### [Directions for this task]
Wherever an image appears in the records, exclude it, and reproduce everything else exactly.
____ Data to use
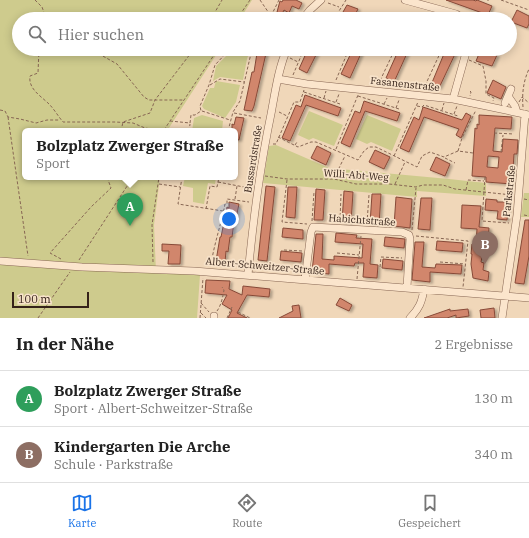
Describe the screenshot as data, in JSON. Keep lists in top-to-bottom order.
{
  "streets": {
    "street": [
      "Fasanenstraße",
      "Bussardstraße",
      "Parkstraße",
      "Habichtstraße",
      "Albert-Schweitzer-Straße"
    ],
    "path": ["Willi-Abt-Weg"]
  },
  "crossings": [
    ["Fasanenstraße", "Bussardstraße"],
    ["Fasanenstraße", "Parkstraße"],
    ["Bussardstraße", "Albert-Schweitzer-Straße"],
    ["Willi-Abt-Weg", "Parkstraße"],
    ["Parkstraße", "Albert-Schweitzer-Straße"]
  ],
  "scale_bar": "100 m",
  "page": {
    "search": "Hier suchen",
    "popup": ["Bolzplatz Zwerger Straße", "Sport"],
    "pins": ["A", "B"],
    "scale": "100 m",
    "heading": ["In der Nähe", "2 Ergebnisse"],
    "list": [
      {
        "mark": "A",
        "name": "Bolzplatz Zwerger Straße",
        "note": "Sport · Albert-Schweitzer-Straße",
        "value": "130 m"
      },
      {
        "mark": "B",
        "name": "Kindergarten Die Arche",
        "note": "Schule · Parkstraße",
        "value": "340 m"
      }
    ],
    "nav": ["Karte", "Route", "Gespeichert"]
  }
}
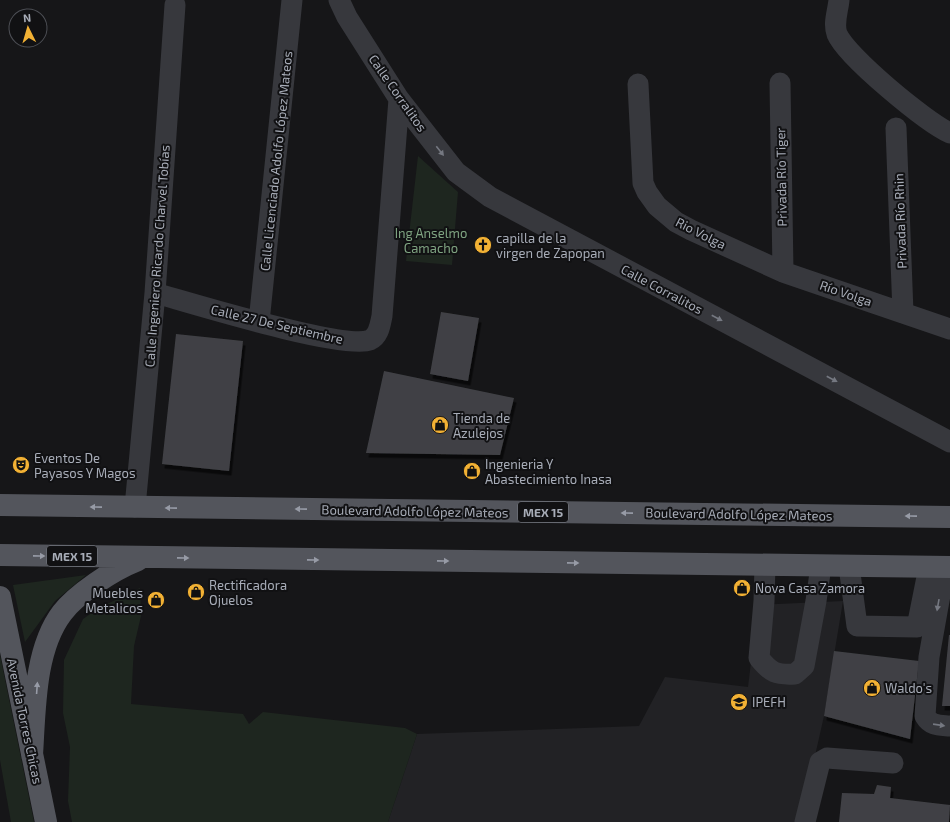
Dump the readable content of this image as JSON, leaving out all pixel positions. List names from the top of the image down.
{
  "streets": {
    "main road": ["Boulevard Adolfo López Mateos", "MEX 15", "Avenida Torres Chicas"],
    "street": [
      "Calle Corralitos",
      "Calle Licenciado Adolfo López Mateos",
      "Privada Río Tiger",
      "Privada Río Rhin",
      "Rio Volga",
      "Calle Ingeniero Ricardo Charvel Tobías",
      "Río Volga",
      "Calle 27 De Septiembre"
    ]
  },
  "crossings": [
    ["Calle Corralitos", "Calle 27 De Septiembre"],
    ["Calle Licenciado Adolfo López Mateos", "Calle 27 De Septiembre"],
    ["Privada Río Tiger", "Río Volga"],
    ["Privada Río Rhin", "Río Volga"],
    ["Rio Volga", "Río Volga"],
    ["Calle Ingeniero Ricardo Charvel Tobías", "Calle 27 De Septiembre"],
    ["Calle Ingeniero Ricardo Charvel Tobías", "Boulevard Adolfo López Mateos"]
  ],
  "one_way": ["Calle Corralitos"],
  "parks": ["Ing Anselmo Camacho"],
  "places": {
    "church": ["capilla de la virgen de Zapopan"],
    "shop": [
      "Tienda de Azulejos",
      "Ingenieria Y Abastecimiento Inasa",
      "Nova Casa Zamora",
      "Rectificadora Ojuelos",
      "Muebles Metalicos",
      "Waldo's"
    ],
    "theatre": ["Eventos De Payasos Y Magos"],
    "school or university": ["IPEFH"]
  },
  "north": "top"
}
________
### [Output of the exercise]
Describe the screenshot as data, in JSON. Keep lists in top-to-bottom order.
{
  "streets": {
    "street": [
      "Fasanenstraße",
      "Bussardstraße",
      "Parkstraße",
      "Habichtstraße",
      "Albert-Schweitzer-Straße"
    ],
    "path": ["Willi-Abt-Weg"]
  },
  "crossings": [
    ["Fasanenstraße", "Bussardstraße"],
    ["Fasanenstraße", "Parkstraße"],
    ["Bussardstraße", "Albert-Schweitzer-Straße"],
    ["Willi-Abt-Weg", "Parkstraße"],
    ["Parkstraße", "Albert-Schweitzer-Straße"]
  ],
  "scale_bar": "100 m",
  "page": {
    "search": "Hier suchen",
    "popup": ["Bolzplatz Zwerger Straße", "Sport"],
    "pins": ["A", "B"],
    "scale": "100 m",
    "heading": ["In der Nähe", "2 Ergebnisse"],
    "list": [
      {
        "mark": "A",
        "name": "Bolzplatz Zwerger Straße",
        "note": "Sport · Albert-Schweitzer-Straße",
        "value": "130 m"
      },
      {
        "mark": "B",
        "name": "Kindergarten Die Arche",
        "note": "Schule · Parkstraße",
        "value": "340 m"
      }
    ],
    "nav": ["Karte", "Route", "Gespeichert"]
  }
}
Dump the readable content of this image as JSON, leaving out all pixel positions. List names from the top of the image down.
{
  "streets": {
    "main road": ["Boulevard Adolfo López Mateos", "MEX 15", "Avenida Torres Chicas"],
    "street": [
      "Calle Corralitos",
      "Calle Licenciado Adolfo López Mateos",
      "Privada Río Tiger",
      "Privada Río Rhin",
      "Rio Volga",
      "Calle Ingeniero Ricardo Charvel Tobías",
      "Río Volga",
      "Calle 27 De Septiembre"
    ]
  },
  "crossings": [
    ["Calle Corralitos", "Calle 27 De Septiembre"],
    ["Calle Licenciado Adolfo López Mateos", "Calle 27 De Septiembre"],
    ["Privada Río Tiger", "Río Volga"],
    ["Privada Río Rhin", "Río Volga"],
    ["Rio Volga", "Río Volga"],
    ["Calle Ingeniero Ricardo Charvel Tobías", "Calle 27 De Septiembre"],
    ["Calle Ingeniero Ricardo Charvel Tobías", "Boulevard Adolfo López Mateos"]
  ],
  "one_way": ["Calle Corralitos"],
  "parks": ["Ing Anselmo Camacho"],
  "places": {
    "church": ["capilla de la virgen de Zapopan"],
    "shop": [
      "Tienda de Azulejos",
      "Ingenieria Y Abastecimiento Inasa",
      "Nova Casa Zamora",
      "Rectificadora Ojuelos",
      "Muebles Metalicos",
      "Waldo's"
    ],
    "theatre": ["Eventos De Payasos Y Magos"],
    "school or university": ["IPEFH"]
  },
  "north": "top"
}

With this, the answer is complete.